*** Opening Dataset records ***

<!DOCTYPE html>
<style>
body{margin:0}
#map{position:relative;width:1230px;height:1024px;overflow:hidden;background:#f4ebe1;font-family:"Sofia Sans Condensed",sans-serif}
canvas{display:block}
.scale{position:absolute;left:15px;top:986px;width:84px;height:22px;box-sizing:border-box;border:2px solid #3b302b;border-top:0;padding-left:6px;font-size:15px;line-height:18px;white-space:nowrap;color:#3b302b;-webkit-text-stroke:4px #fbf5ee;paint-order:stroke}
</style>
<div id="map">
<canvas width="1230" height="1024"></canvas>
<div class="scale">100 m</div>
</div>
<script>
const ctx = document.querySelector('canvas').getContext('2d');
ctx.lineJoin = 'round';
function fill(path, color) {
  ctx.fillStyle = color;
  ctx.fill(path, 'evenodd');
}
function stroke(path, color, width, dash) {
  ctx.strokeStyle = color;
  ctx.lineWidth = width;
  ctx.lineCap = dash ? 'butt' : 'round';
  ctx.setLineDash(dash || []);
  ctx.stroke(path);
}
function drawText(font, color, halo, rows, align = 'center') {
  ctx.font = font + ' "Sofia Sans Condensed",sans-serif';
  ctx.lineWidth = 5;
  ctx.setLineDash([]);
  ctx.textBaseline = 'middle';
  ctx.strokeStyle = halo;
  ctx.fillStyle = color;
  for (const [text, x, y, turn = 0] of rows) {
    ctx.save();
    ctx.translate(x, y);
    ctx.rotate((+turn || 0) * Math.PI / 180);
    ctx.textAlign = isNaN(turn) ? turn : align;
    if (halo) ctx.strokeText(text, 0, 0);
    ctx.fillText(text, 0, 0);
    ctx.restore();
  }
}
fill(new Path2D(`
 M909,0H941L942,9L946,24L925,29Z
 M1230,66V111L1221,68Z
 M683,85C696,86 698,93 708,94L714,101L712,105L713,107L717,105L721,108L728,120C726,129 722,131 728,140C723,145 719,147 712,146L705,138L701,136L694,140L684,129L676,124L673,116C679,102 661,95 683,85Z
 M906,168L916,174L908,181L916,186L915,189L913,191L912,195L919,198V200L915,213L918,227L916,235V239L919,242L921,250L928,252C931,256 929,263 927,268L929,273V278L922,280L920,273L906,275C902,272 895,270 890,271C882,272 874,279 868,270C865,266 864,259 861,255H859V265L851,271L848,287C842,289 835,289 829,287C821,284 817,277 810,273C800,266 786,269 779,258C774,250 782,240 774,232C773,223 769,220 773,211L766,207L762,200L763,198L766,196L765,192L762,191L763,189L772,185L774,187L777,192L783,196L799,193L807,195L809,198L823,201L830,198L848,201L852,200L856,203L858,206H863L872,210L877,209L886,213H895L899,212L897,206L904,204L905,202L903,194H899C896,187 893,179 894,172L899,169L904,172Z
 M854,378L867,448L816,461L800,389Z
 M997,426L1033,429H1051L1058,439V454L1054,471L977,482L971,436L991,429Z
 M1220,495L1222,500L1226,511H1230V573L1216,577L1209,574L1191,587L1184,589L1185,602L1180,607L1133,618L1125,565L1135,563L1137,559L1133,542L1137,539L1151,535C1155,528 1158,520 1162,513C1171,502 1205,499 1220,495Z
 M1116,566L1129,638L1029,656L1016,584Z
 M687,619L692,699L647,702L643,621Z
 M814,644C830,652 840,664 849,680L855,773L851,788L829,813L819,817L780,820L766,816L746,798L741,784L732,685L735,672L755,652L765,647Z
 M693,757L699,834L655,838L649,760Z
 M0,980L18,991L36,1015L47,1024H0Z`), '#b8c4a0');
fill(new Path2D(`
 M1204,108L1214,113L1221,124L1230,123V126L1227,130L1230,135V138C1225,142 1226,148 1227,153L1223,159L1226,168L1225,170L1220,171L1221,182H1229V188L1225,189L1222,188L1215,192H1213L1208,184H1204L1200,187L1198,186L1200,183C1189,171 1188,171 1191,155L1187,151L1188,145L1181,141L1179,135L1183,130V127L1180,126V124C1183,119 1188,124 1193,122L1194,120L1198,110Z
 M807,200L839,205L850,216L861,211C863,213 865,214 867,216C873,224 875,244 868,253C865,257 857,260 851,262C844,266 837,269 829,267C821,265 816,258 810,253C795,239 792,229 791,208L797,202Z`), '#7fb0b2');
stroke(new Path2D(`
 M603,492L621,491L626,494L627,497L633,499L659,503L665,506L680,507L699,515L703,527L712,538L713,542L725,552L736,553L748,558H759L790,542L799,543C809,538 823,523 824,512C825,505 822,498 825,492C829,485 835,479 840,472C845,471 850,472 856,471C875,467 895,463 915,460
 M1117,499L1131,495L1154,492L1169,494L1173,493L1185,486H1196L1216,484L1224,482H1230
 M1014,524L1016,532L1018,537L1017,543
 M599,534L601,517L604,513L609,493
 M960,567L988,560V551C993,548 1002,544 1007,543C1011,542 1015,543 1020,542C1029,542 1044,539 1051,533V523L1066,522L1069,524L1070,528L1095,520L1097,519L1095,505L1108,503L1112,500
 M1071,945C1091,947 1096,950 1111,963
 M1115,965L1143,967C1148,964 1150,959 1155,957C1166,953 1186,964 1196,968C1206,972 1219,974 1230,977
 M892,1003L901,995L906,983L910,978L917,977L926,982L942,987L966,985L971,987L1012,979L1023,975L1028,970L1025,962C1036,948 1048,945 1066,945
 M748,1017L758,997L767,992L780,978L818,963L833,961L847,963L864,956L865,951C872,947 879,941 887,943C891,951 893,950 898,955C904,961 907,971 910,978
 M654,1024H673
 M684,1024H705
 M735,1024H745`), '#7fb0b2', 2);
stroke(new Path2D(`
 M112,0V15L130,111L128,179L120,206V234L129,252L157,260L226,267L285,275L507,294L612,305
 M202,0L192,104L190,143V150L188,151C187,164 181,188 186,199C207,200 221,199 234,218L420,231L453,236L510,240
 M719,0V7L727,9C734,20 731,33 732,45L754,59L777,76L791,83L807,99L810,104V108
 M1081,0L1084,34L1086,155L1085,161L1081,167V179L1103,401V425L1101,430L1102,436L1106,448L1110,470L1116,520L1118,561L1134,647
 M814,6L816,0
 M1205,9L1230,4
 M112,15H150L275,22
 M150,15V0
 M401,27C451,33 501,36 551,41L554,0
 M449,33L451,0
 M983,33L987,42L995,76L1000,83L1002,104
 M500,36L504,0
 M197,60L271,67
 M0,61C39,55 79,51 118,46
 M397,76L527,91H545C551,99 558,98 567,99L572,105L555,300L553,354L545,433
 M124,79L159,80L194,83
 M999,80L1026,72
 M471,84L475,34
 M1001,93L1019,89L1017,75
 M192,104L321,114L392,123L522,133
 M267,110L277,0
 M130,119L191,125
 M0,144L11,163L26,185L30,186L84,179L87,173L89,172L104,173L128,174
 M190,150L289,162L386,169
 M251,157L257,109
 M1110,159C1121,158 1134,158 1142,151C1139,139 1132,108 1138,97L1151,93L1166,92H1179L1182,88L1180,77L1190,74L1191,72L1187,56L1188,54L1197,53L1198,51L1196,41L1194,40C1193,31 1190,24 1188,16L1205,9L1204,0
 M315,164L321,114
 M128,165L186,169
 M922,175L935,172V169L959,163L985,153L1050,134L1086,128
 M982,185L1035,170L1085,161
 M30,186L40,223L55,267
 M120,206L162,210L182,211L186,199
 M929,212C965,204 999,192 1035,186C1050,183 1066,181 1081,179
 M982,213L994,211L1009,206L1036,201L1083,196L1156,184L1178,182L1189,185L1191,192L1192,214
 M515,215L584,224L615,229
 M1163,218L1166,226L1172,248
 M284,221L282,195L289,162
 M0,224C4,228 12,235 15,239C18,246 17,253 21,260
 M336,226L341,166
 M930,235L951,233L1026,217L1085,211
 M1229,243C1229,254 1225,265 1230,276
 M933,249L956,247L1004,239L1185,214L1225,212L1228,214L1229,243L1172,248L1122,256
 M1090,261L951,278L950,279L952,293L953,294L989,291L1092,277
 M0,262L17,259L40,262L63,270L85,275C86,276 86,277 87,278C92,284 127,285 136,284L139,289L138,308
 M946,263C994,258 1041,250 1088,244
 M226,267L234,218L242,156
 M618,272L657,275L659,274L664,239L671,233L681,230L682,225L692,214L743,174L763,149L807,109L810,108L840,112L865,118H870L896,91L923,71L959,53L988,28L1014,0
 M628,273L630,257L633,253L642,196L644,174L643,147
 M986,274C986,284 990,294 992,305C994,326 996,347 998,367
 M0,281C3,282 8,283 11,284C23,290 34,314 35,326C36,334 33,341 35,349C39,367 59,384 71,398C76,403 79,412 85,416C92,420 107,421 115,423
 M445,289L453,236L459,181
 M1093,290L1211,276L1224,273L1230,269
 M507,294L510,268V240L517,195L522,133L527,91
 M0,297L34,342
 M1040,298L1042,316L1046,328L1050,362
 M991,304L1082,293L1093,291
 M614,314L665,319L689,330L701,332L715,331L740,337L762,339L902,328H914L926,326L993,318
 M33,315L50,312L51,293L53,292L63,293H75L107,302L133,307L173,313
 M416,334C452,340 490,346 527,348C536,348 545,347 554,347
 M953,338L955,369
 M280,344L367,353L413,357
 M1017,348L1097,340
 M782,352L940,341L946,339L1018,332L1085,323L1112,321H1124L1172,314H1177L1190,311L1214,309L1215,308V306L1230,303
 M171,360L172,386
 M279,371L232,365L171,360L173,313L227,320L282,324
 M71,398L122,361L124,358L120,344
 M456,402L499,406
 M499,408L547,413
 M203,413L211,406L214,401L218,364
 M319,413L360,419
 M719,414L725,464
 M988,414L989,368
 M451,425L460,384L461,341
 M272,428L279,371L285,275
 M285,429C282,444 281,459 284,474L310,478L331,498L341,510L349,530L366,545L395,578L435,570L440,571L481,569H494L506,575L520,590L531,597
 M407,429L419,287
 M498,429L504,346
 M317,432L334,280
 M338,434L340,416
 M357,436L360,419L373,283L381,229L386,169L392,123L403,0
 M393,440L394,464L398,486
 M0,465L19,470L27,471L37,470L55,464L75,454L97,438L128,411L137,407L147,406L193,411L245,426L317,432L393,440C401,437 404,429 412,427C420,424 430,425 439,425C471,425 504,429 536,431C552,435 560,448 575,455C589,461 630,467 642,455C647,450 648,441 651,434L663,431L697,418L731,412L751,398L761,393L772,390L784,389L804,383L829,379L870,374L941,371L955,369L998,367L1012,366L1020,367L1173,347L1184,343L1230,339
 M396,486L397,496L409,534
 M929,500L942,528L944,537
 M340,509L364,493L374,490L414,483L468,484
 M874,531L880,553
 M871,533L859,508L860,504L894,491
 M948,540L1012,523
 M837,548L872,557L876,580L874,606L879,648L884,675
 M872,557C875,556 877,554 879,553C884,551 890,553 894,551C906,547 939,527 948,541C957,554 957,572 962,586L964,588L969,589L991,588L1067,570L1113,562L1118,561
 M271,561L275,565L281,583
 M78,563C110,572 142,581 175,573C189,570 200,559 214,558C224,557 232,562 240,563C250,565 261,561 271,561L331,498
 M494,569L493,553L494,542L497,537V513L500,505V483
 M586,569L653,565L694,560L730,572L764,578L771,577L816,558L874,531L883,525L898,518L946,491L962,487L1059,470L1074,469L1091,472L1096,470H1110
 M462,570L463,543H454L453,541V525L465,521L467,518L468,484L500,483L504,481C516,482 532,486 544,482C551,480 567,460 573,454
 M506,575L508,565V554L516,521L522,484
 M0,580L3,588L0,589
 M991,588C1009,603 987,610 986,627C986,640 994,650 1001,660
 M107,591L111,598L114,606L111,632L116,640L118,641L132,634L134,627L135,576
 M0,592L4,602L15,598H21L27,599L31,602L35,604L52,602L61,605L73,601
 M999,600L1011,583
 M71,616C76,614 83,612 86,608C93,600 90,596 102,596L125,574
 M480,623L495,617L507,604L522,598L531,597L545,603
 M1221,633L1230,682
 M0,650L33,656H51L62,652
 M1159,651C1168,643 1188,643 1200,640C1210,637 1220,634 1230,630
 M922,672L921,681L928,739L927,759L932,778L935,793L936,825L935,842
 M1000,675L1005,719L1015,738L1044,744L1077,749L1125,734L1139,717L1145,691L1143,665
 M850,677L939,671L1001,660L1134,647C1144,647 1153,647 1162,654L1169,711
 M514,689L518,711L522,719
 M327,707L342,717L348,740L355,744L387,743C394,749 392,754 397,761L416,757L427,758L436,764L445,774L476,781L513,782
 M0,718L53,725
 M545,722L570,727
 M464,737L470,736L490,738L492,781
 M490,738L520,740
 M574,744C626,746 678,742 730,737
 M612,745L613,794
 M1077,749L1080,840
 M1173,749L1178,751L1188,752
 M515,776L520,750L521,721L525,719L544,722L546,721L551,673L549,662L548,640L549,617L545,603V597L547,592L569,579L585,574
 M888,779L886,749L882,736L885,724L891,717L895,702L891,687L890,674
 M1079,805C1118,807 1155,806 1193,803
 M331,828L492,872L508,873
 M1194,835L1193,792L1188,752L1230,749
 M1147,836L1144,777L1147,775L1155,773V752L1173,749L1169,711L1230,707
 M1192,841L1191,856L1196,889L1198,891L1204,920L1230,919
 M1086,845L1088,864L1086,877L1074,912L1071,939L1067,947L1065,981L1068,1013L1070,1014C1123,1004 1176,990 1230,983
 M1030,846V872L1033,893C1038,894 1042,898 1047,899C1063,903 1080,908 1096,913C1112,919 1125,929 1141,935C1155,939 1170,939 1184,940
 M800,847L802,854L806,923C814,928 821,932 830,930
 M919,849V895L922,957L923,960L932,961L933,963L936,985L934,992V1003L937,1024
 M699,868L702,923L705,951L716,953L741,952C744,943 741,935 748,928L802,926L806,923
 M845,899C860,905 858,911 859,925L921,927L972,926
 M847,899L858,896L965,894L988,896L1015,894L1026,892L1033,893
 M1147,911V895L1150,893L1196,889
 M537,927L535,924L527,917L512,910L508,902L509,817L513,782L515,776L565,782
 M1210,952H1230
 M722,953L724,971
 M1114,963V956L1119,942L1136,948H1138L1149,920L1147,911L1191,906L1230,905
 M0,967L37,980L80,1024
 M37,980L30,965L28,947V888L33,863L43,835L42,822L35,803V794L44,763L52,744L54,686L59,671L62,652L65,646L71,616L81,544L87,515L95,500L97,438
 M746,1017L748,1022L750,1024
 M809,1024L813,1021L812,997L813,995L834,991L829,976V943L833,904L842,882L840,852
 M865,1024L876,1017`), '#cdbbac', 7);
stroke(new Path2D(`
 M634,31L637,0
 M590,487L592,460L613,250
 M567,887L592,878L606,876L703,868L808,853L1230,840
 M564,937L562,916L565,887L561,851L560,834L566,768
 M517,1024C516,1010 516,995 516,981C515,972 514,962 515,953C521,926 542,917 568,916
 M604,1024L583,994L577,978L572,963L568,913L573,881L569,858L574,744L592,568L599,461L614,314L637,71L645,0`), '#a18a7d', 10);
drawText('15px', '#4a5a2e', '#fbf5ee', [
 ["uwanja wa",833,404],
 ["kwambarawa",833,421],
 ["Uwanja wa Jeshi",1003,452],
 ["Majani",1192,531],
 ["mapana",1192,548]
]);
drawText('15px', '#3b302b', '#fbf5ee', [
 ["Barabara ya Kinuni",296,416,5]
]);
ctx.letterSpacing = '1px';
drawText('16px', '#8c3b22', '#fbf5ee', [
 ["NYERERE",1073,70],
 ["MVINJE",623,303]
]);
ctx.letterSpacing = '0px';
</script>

*** Closing Dataset records ***

> **Required action**
Working through the records, find each line containing the word "scale" and copy it.

> **Output of the exercise**
.scale{position:absolute;left:15px;top:986px;width:84px;height:22px;box-sizing:border-box;border:2px solid #3b302b;border-top:0;padding-left:6px;font-size:15px;line-height:18px;white-space:nowrap;color:#3b302b;-webkit-text-stroke:4px #fbf5ee;paint-order:stroke}
<div class="scale">100 m</div>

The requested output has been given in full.